Les premiers kilomètres sont principalement sur bitume, légères montées, petites redescentes, le parcours est agréable. La chaleur, elle, par contre est écrasante. Je veille donc à ne pas partir trop vite, tant je sens déjà le sang me monter au visage. L’arrivée à la passerelle se fait sans encombre et plutôt rapidement. Je n’ai absolument pas vu les 5 premiers kilomètres passer (ce sont aussi les plus roulants du parcours …).

Avant même de poser mon premier pied sur la passerelle de l’Ebron, où il est interdit de courir, une inconnue au nom de Carine, prend peur et s’agrippe solidement à mon bras.
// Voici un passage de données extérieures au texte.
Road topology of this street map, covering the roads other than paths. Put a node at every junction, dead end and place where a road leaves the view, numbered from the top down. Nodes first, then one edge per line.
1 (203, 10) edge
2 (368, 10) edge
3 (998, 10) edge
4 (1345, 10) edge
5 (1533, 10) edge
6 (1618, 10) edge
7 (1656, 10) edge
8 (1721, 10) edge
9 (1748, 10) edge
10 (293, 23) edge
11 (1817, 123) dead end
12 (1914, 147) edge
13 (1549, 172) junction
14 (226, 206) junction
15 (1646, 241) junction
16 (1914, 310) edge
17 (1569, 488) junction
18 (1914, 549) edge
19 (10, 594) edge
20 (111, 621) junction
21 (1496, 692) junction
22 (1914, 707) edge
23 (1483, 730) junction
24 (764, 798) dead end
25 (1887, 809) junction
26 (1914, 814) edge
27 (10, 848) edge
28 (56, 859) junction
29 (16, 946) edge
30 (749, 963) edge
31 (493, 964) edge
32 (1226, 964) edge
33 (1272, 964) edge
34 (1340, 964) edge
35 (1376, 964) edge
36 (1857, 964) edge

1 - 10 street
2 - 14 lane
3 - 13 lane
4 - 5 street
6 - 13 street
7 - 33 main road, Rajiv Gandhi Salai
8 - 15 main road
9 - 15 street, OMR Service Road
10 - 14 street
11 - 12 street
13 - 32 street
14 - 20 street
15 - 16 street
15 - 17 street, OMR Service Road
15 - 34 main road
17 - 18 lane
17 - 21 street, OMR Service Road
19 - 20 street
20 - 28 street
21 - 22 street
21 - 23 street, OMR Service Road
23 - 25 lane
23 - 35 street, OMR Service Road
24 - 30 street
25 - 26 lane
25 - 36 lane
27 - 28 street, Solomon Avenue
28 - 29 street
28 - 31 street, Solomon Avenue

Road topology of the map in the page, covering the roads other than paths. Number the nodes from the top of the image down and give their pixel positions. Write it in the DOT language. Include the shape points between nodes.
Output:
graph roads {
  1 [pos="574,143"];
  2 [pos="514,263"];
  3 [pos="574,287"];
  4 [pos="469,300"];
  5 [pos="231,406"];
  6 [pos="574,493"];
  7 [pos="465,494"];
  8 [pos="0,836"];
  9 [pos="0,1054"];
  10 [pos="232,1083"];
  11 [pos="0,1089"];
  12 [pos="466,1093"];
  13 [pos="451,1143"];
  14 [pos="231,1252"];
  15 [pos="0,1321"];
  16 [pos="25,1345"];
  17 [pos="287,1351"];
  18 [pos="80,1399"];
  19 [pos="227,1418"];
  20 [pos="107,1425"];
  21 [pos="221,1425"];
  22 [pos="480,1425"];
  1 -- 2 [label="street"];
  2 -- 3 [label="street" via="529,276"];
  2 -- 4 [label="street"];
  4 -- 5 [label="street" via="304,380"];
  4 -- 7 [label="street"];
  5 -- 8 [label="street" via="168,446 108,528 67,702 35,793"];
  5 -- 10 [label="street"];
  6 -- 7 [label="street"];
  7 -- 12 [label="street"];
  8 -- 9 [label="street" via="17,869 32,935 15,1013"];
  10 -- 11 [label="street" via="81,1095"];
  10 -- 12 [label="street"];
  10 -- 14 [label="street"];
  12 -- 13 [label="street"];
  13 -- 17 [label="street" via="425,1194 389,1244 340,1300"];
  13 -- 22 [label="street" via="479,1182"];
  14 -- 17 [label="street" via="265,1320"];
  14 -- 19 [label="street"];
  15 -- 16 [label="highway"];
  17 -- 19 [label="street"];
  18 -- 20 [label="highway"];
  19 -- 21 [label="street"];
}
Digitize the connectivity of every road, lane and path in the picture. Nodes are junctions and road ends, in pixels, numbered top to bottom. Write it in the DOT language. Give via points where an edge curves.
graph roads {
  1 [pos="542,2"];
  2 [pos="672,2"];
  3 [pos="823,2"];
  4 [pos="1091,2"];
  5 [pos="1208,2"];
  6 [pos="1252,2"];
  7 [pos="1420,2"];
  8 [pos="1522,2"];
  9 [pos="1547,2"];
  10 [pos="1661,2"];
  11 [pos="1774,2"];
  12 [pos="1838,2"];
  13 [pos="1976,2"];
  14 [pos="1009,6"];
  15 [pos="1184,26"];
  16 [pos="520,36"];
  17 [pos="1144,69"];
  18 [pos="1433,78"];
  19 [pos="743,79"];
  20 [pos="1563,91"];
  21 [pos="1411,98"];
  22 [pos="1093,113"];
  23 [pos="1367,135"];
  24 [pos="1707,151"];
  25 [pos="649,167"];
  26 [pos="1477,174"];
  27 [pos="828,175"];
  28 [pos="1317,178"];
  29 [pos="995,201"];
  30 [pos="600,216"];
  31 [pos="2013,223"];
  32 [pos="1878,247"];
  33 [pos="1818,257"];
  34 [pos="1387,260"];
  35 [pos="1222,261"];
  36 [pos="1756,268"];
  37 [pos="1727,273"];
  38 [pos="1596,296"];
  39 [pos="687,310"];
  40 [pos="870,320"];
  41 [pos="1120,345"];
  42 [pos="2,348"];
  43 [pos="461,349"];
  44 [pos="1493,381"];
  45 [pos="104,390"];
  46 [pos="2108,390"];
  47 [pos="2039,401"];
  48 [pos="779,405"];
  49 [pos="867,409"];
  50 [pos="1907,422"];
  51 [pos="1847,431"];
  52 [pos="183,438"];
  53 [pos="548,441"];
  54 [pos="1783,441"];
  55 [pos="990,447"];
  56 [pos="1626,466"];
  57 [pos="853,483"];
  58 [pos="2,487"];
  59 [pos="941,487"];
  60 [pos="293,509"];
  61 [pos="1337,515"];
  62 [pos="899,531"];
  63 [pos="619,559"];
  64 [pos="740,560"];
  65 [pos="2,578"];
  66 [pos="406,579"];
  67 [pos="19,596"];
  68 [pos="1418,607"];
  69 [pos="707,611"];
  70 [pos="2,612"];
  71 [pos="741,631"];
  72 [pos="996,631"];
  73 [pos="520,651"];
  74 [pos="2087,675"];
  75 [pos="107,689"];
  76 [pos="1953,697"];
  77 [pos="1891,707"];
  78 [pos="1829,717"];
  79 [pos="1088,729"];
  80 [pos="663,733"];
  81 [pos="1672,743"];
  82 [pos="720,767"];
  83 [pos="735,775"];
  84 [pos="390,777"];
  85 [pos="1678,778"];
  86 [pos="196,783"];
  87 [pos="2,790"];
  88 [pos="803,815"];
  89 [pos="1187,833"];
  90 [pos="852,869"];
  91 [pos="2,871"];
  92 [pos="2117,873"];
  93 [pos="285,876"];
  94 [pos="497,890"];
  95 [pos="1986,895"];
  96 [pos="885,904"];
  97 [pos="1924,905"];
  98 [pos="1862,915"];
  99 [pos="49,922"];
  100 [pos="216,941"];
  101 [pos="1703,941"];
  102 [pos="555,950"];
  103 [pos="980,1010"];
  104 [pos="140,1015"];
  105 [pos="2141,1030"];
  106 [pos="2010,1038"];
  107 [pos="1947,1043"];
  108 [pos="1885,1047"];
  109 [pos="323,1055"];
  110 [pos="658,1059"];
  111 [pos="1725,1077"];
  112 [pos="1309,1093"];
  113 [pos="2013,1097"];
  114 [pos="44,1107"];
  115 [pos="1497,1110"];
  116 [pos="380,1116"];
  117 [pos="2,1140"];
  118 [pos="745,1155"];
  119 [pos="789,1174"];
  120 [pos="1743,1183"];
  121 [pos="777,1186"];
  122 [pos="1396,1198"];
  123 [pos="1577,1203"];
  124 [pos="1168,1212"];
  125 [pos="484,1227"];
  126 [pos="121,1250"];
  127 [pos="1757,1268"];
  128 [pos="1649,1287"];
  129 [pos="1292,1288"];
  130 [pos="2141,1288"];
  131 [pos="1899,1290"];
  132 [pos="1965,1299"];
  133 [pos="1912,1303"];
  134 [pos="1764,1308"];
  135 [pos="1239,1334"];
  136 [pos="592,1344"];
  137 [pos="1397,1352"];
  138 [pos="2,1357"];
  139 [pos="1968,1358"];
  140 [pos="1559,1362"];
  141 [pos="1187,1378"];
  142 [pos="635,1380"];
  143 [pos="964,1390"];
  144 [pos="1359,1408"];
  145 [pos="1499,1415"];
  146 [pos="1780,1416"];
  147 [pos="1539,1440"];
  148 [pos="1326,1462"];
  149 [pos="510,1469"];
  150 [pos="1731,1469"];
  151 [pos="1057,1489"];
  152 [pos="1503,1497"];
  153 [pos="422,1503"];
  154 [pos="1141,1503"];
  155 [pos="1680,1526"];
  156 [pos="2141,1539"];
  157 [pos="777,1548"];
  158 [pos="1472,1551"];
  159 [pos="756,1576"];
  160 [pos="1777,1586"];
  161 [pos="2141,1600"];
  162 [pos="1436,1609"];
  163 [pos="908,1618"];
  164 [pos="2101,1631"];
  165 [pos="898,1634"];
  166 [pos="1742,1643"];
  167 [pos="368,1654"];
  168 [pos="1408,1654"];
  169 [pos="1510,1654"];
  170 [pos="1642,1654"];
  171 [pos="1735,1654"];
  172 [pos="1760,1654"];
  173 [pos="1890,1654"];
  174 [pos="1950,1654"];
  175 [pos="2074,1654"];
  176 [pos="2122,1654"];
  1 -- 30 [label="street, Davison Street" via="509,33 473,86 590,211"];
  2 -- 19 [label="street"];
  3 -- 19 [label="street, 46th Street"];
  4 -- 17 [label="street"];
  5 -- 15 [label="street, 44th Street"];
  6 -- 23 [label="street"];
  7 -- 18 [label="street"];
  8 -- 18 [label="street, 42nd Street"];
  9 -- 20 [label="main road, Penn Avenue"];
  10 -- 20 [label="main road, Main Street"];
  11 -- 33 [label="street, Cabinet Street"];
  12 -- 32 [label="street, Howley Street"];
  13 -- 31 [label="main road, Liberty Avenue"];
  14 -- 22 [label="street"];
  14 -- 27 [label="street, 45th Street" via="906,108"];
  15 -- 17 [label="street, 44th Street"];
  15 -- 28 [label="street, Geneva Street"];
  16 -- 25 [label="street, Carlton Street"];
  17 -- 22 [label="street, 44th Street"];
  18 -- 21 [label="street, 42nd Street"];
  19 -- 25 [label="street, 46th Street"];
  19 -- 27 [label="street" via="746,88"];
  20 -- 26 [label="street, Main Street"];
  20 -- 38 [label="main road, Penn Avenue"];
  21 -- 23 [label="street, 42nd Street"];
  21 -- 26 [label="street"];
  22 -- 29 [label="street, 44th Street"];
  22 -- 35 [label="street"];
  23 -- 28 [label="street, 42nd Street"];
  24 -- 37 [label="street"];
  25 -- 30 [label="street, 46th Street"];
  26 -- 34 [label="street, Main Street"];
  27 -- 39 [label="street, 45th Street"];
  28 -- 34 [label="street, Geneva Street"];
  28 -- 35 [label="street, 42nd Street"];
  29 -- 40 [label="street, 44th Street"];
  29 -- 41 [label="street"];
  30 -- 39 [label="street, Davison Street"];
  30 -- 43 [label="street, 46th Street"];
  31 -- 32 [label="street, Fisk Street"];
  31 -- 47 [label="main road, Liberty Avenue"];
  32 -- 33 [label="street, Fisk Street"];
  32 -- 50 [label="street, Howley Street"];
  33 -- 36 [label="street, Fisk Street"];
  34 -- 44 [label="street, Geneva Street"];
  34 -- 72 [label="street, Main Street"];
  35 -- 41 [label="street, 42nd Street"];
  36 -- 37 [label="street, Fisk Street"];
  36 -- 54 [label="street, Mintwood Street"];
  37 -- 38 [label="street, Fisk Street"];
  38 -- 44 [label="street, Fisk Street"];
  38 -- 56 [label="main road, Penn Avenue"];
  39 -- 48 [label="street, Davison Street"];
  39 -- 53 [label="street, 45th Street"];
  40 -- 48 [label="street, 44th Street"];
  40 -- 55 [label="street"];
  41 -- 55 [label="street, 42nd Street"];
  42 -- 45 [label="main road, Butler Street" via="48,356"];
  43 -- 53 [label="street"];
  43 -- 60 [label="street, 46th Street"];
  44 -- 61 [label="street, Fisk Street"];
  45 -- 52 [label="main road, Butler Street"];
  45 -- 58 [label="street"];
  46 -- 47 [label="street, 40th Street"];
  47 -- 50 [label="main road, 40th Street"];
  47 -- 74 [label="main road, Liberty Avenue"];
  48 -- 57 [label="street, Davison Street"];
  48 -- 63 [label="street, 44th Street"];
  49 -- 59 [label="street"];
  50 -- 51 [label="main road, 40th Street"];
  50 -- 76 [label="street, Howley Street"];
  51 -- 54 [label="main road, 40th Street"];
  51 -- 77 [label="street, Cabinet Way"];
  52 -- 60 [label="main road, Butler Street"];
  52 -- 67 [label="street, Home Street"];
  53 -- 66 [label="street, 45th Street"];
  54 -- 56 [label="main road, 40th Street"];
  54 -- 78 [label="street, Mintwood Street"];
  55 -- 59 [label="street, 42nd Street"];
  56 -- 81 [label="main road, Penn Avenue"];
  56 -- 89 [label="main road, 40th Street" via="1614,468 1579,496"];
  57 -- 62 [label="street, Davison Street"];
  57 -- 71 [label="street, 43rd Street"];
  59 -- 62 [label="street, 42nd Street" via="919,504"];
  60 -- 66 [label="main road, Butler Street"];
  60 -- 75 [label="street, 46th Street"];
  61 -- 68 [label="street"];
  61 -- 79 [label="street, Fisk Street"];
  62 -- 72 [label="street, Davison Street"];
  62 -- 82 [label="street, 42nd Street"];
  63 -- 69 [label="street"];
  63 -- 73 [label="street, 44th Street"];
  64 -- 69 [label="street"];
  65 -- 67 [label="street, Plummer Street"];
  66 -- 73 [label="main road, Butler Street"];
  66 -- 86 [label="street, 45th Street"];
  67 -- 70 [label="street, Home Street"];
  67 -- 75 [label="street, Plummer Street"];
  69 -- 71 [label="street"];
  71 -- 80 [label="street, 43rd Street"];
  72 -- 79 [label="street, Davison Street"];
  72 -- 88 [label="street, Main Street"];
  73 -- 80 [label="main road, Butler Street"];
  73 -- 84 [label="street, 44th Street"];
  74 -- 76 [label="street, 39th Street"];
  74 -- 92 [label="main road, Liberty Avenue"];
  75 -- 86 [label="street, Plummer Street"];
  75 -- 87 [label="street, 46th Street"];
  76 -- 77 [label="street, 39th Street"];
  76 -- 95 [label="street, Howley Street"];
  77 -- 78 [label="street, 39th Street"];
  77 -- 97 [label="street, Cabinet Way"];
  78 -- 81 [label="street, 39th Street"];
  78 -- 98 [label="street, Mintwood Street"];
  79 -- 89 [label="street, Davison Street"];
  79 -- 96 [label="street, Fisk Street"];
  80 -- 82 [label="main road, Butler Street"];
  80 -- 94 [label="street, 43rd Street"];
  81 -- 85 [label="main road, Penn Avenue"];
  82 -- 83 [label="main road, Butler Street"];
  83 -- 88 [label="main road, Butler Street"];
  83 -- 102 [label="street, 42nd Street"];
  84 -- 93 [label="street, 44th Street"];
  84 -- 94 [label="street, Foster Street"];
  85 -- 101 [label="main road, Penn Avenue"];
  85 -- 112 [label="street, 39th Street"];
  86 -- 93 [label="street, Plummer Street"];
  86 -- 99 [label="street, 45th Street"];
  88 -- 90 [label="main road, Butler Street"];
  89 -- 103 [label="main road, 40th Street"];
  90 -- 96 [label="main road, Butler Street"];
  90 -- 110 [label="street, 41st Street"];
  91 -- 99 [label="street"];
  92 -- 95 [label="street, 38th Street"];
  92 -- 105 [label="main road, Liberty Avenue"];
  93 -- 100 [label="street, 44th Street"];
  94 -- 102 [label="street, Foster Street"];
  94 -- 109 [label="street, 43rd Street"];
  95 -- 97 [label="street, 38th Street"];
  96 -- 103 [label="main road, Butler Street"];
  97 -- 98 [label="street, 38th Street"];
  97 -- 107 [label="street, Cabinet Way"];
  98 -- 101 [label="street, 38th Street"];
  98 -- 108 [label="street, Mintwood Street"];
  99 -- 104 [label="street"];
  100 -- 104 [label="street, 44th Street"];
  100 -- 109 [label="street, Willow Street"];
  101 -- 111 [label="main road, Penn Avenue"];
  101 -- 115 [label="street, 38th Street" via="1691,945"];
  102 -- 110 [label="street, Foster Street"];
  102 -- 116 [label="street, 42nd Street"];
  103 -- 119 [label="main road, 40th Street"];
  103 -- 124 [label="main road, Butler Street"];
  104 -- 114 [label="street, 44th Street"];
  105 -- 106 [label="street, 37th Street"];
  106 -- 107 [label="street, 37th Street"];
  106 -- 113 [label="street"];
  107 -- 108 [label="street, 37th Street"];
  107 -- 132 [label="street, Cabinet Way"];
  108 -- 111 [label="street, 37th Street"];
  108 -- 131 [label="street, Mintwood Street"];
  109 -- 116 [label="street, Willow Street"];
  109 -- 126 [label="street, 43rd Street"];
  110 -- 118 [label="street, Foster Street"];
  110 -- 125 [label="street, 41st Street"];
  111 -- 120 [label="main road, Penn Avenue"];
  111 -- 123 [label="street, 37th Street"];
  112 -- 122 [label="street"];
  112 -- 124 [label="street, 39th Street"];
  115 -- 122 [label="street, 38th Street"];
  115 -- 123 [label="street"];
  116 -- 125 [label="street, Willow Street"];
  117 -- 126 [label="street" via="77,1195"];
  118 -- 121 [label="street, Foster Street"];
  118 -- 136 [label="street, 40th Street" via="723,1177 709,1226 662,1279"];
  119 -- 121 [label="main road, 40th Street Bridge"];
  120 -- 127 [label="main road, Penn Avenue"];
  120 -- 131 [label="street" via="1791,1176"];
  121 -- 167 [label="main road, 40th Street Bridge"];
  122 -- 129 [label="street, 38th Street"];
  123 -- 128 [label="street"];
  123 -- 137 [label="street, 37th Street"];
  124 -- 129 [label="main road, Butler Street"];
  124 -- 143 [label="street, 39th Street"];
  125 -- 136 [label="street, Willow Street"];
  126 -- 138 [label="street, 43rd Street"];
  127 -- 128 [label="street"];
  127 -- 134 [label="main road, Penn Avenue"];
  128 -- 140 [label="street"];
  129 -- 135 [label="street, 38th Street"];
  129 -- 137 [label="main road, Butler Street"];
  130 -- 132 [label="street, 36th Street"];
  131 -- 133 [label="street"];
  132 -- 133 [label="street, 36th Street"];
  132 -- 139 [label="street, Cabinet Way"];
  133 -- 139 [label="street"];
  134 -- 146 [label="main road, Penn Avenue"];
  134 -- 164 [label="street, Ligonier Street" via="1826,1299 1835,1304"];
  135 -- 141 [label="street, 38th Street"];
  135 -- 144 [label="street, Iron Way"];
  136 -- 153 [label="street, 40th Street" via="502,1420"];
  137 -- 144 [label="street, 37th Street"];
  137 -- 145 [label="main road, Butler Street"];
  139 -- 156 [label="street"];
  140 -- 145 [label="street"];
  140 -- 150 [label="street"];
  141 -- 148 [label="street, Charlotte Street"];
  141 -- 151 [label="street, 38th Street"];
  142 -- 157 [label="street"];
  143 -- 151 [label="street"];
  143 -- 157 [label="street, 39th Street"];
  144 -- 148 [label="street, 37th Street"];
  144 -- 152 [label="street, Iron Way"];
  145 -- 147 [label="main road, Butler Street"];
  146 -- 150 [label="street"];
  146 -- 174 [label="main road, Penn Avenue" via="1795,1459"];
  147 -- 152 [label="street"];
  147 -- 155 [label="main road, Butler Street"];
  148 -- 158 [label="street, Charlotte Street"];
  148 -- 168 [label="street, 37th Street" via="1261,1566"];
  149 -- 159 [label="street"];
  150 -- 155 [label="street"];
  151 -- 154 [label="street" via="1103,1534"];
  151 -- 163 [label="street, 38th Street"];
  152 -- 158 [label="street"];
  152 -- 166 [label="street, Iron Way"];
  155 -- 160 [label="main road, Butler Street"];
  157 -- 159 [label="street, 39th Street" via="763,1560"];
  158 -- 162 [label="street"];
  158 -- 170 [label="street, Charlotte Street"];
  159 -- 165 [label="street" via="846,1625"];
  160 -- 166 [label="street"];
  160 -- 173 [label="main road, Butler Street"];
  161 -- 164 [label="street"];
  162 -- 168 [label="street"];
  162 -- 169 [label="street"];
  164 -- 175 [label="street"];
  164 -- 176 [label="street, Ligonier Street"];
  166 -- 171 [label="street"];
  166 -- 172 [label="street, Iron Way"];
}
Immédiatement, je la rassure, et lui assure que cette passerelle, nous allons la traverser. Pourtant, on se fait bousculer par des pressés sans vergognes, qui font crier de peur mon acolyte. C’est vrai que la passerelle bouge, que la vue y est vertigineuse, mais pour ma part, j’apprécie le spectacle ! Arrivée au bout du périple, nous échangeons un peu avec Carine, qui en profite pour me remercier chaleureusement. Elle a retrouvé le sourire, et nous repartons de plus belle … en marchant dans la très pentue côte qui se présente à nous.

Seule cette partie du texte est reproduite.